→ TASK STATEMENT
Locate all lines in the data below that hold "highway" and show them.

------ SUPPLIED DATA

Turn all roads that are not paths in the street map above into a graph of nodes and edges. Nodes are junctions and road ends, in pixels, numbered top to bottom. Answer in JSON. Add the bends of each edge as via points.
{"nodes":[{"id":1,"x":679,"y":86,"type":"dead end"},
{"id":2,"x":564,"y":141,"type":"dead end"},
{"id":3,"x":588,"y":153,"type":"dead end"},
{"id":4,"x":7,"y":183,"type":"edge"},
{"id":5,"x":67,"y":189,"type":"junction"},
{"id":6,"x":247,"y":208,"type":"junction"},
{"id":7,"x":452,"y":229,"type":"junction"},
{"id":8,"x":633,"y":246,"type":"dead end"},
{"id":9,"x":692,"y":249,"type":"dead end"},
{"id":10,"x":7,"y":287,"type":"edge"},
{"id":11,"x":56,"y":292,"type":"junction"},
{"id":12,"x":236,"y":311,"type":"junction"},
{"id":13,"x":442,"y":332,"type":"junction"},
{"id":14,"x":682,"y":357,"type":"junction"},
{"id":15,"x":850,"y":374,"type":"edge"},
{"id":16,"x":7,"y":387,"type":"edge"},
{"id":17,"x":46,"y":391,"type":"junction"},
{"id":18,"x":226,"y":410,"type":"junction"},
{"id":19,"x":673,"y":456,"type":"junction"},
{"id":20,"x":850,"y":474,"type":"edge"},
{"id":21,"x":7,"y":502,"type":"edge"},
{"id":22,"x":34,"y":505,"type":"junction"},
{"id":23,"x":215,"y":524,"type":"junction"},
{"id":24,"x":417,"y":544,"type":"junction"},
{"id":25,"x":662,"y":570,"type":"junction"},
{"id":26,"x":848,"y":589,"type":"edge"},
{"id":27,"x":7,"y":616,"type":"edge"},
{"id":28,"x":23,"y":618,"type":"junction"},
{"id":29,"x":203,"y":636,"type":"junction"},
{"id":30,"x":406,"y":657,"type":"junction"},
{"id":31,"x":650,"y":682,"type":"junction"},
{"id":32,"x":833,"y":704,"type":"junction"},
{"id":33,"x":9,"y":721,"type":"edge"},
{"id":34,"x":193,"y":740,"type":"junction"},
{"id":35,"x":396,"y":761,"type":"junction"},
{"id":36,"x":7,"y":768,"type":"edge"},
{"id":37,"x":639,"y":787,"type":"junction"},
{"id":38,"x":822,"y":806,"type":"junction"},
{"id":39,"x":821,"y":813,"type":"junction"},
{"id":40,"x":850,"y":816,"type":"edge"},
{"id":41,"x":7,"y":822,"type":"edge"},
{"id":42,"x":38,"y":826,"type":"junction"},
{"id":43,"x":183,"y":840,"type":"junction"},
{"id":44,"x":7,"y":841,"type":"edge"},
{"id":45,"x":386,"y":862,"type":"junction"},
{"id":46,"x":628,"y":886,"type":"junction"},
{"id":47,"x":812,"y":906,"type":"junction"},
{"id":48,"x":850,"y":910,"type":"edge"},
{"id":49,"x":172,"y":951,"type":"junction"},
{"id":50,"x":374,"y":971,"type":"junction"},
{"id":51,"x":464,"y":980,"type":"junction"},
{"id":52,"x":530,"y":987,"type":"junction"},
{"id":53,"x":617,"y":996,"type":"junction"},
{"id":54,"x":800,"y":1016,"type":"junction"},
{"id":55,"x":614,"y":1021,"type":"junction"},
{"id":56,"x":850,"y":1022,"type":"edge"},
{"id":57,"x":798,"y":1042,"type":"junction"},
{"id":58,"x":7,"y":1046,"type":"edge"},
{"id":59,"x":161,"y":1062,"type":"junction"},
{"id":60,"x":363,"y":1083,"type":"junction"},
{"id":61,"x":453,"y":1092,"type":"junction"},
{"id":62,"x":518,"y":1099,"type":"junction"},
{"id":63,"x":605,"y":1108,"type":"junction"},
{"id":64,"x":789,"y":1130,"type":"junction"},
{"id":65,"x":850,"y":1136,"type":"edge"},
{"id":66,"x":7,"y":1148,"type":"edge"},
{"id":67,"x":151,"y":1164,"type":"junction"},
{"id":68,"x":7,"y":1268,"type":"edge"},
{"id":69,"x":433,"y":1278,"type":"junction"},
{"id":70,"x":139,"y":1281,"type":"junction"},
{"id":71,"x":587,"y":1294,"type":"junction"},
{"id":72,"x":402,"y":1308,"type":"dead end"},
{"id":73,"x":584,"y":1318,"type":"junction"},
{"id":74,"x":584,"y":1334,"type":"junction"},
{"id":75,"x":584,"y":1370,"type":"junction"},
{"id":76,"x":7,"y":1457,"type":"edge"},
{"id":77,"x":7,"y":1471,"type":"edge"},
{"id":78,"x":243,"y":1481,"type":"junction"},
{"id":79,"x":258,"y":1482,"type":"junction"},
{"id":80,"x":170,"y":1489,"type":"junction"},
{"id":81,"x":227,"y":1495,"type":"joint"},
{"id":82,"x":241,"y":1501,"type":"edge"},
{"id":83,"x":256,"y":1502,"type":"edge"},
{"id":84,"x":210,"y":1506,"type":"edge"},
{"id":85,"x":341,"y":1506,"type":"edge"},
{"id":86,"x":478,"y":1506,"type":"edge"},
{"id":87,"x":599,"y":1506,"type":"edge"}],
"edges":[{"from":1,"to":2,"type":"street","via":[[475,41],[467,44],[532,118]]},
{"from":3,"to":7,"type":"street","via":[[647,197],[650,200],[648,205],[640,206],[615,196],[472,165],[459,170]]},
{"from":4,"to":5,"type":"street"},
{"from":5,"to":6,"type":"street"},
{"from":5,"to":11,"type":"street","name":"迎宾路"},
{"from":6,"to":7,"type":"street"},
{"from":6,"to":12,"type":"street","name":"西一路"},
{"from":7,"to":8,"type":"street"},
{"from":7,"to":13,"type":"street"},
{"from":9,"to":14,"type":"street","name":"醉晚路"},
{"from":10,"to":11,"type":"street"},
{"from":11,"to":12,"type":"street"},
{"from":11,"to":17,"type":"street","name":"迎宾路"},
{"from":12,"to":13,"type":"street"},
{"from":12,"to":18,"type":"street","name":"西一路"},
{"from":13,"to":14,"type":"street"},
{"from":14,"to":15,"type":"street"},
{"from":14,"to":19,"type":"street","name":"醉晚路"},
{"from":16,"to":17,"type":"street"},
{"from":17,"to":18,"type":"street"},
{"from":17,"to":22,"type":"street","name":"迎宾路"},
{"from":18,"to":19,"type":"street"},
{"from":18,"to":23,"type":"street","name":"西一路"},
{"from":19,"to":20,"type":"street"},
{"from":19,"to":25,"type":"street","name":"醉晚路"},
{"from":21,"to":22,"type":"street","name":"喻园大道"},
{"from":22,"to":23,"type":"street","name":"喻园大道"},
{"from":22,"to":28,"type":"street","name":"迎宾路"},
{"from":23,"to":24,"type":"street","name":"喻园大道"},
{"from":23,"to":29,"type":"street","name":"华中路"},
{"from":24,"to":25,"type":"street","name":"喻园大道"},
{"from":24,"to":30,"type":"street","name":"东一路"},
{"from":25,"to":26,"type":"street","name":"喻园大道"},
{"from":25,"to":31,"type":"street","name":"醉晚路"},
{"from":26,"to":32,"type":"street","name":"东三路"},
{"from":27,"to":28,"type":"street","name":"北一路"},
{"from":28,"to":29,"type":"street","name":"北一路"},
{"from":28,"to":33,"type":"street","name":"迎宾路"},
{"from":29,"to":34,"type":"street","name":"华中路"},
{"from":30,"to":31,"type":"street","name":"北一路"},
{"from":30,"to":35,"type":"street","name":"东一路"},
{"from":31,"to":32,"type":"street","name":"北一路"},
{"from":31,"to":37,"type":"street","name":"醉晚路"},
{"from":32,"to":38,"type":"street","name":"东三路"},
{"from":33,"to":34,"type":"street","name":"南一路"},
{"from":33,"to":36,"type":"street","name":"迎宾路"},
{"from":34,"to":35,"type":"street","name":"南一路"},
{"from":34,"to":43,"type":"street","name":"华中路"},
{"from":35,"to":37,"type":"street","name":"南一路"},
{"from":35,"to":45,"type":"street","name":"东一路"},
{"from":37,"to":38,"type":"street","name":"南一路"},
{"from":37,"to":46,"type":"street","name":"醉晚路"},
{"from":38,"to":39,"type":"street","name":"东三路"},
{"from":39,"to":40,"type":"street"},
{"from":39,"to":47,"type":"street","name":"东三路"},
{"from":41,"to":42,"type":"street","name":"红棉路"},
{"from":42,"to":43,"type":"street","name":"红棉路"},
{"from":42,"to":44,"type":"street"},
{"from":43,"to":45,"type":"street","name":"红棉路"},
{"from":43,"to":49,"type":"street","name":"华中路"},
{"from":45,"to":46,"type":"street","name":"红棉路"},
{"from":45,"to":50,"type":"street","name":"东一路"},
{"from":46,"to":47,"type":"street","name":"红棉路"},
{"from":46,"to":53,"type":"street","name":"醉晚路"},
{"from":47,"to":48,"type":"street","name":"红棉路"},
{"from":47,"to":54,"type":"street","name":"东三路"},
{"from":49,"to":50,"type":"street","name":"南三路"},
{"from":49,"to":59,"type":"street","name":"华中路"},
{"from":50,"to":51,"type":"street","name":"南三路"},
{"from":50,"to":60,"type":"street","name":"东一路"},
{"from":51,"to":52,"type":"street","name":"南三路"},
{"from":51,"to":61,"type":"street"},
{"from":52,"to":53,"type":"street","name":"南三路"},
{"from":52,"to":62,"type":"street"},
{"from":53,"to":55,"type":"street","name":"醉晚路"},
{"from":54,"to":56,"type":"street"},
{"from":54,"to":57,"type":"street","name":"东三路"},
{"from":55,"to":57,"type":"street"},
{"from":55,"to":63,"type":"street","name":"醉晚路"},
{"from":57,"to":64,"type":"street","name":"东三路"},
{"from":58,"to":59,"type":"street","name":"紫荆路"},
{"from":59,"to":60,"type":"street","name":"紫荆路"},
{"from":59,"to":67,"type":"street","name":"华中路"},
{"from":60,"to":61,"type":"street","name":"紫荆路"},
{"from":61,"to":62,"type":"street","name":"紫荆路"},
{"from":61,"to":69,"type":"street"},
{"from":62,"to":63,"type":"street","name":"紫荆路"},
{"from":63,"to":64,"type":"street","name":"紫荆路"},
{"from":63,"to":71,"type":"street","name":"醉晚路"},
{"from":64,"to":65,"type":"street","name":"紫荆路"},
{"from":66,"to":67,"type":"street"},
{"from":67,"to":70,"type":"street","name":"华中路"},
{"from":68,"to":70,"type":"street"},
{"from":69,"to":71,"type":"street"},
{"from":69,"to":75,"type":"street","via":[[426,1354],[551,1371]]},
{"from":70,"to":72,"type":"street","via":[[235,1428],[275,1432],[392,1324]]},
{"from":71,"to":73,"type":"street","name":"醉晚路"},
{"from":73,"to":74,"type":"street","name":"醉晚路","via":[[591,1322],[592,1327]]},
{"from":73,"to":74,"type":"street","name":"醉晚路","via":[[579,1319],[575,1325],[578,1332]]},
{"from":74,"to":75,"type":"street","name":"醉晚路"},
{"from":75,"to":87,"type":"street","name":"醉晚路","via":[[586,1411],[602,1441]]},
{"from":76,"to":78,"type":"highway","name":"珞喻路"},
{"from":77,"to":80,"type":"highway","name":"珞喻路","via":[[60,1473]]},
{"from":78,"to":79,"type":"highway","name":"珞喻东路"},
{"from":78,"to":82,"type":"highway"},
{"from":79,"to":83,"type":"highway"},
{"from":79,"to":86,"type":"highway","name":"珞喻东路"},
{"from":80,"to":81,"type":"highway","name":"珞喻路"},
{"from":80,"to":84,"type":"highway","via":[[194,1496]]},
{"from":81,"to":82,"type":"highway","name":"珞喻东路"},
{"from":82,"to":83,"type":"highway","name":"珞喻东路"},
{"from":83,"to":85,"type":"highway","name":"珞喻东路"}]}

------------

→ ANSWER TO THIS PROBLEM
{"from":76,"to":78,"type":"highway","name":"珞喻路"},
{"from":77,"to":80,"type":"highway","name":"珞喻路","via":[[60,1473]]},
{"from":78,"to":79,"type":"highway","name":"珞喻东路"},
{"from":78,"to":82,"type":"highway"},
{"from":79,"to":83,"type":"highway"},
{"from":79,"to":86,"type":"highway","name":"珞喻东路"},
{"from":80,"to":81,"type":"highway","name":"珞喻路"},
{"from":80,"to":84,"type":"highway","via":[[194,1496]]},
{"from":81,"to":82,"type":"highway","name":"珞喻东路"},
{"from":82,"to":83,"type":"highway","name":"珞喻东路"},
{"from":83,"to":85,"type":"highway","name":"珞喻东路"}]}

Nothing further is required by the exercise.